__What to produce__. Each line of the listing must be set down exactly as it stands.
::::
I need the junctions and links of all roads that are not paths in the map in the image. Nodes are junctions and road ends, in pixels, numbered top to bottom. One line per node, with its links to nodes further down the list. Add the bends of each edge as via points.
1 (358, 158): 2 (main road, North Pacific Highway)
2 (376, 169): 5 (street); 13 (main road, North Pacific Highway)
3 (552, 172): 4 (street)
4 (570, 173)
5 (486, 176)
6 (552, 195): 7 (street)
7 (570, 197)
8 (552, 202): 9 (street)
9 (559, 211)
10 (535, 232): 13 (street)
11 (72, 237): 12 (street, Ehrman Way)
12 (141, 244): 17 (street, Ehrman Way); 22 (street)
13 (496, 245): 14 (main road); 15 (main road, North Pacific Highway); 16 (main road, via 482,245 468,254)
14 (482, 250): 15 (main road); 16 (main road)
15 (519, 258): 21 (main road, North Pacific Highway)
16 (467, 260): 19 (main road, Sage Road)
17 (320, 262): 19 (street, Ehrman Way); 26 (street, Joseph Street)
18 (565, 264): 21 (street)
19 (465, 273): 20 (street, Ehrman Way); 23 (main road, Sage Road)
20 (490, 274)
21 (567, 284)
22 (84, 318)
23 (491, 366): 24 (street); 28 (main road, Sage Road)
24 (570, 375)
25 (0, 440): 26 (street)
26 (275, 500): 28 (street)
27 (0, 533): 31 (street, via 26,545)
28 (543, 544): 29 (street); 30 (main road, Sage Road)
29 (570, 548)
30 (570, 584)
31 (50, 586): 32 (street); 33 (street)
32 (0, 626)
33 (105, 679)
::::
__Response to this task__.
I need the junctions and links of all roads that are not paths in the map in the image. Nodes are junctions and road ends, in pixels, numbered top to bottom. One line per node, with its links to nodes further down the list. Add the bends of each edge as via points.
1 (358, 158): 2 (main road, North Pacific Highway)
2 (376, 169): 5 (street); 13 (main road, North Pacific Highway)
3 (552, 172): 4 (street)
4 (570, 173)
5 (486, 176)
6 (552, 195): 7 (street)
7 (570, 197)
8 (552, 202): 9 (street)
9 (559, 211)
10 (535, 232): 13 (street)
11 (72, 237): 12 (street, Ehrman Way)
12 (141, 244): 17 (street, Ehrman Way); 22 (street)
13 (496, 245): 14 (main road); 15 (main road, North Pacific Highway); 16 (main road, via 482,245 468,254)
14 (482, 250): 15 (main road); 16 (main road)
15 (519, 258): 21 (main road, North Pacific Highway)
16 (467, 260): 19 (main road, Sage Road)
17 (320, 262): 19 (street, Ehrman Way); 26 (street, Joseph Street)
18 (565, 264): 21 (street)
19 (465, 273): 20 (street, Ehrman Way); 23 (main road, Sage Road)
20 (490, 274)
21 (567, 284)
22 (84, 318)
23 (491, 366): 24 (street); 28 (main road, Sage Road)
24 (570, 375)
25 (0, 440): 26 (street)
26 (275, 500): 28 (street)
27 (0, 533): 31 (street, via 26,545)
28 (543, 544): 29 (street); 30 (main road, Sage Road)
29 (570, 548)
30 (570, 584)
31 (50, 586): 32 (street); 33 (street)
32 (0, 626)
33 (105, 679)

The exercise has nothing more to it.